The Forever 21 operator in the United States deposited bankruptcy on Sunday, as the clothing company, which has helped spread fast fashion in the United States, is struggling to compete with electronic retailers.
F21 OPCO, the operator, as well as some US subsidiaries, have lodged bankruptcy 11 in the Dlaware bankruptcy court, court documents show. The company reported estimated assets between $ 100 million and $ 500 million and liabilities of $ 1 billion to $ 5 billion. The company also filed bankruptcy in 2019.

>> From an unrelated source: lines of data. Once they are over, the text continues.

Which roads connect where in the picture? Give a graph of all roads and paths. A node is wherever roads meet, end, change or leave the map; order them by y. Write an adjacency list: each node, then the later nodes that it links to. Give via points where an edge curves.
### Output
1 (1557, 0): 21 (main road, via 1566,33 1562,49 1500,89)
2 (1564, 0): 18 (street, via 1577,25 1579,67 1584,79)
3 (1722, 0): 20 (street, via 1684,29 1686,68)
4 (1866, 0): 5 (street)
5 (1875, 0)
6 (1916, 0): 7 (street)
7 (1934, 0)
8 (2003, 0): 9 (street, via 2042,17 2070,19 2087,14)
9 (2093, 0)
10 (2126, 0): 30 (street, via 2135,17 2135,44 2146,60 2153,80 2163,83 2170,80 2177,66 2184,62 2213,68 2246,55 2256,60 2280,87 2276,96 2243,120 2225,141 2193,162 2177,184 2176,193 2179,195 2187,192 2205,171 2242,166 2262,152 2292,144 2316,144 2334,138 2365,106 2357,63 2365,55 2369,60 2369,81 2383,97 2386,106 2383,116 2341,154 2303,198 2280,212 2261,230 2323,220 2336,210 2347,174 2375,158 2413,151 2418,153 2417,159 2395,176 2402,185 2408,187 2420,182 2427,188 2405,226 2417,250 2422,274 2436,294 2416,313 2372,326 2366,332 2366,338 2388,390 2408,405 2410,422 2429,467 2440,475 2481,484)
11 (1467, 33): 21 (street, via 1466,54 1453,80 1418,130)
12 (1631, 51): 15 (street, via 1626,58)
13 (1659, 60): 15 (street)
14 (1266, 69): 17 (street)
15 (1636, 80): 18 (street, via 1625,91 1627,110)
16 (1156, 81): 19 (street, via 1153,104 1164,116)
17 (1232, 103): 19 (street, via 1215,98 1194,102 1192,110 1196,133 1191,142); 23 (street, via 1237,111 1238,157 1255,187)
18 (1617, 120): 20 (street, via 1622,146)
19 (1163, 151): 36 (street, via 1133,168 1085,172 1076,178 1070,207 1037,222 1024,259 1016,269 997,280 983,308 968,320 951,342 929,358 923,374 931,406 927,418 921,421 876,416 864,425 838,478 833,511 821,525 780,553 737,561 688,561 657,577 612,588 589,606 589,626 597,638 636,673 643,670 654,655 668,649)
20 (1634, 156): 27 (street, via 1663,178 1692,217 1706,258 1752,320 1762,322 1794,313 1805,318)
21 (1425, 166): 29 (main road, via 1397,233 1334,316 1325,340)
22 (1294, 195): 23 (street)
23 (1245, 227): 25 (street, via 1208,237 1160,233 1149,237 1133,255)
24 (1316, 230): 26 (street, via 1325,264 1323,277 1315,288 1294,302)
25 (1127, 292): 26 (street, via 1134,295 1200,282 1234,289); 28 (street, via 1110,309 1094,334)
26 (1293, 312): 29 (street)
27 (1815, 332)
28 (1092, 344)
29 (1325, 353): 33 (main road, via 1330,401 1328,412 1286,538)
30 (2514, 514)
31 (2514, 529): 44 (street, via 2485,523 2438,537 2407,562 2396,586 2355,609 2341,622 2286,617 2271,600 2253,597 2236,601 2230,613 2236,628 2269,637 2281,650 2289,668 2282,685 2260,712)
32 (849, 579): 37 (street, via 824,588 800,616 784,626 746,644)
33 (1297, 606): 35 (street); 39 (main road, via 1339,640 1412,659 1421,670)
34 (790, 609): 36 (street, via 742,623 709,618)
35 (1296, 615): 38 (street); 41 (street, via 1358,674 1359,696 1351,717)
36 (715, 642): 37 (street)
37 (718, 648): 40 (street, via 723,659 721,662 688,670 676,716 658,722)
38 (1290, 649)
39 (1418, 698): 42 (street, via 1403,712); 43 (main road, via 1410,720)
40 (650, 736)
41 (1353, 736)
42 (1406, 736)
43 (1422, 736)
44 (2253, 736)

Forever 21 found success in the early 2000s that sold cheap fashion factor in young women looking for clothing inspired by designer style at rock prices. At its climax, it had more than $ 4 billion in annual sales and employed more than 43,000 people worldwide in hundreds of stores.
But the retailer expanded very aggressively, just as technology began to increase its activities.
It first deposited for bankruptcy in 2019, closing more than 30 % of its stores in the United States, before acquiring bankruptcy by the Sparc Group, a joint venture between Authentic Brands Group and Simon Property Group, a shopkeeper.
In 2023, Sparc signed an agreement with Shein, the Chinese e -commerce retailer known for Ultralow prices. Shein agreed to buy about one third of Sparc’s shares. According to the agreement, Shein could one day operate in stores at Forever 21 stores, while Forever 21 clothes will be sold on Shein’s site.
Forever 21 did not respond immediately to a request for comments.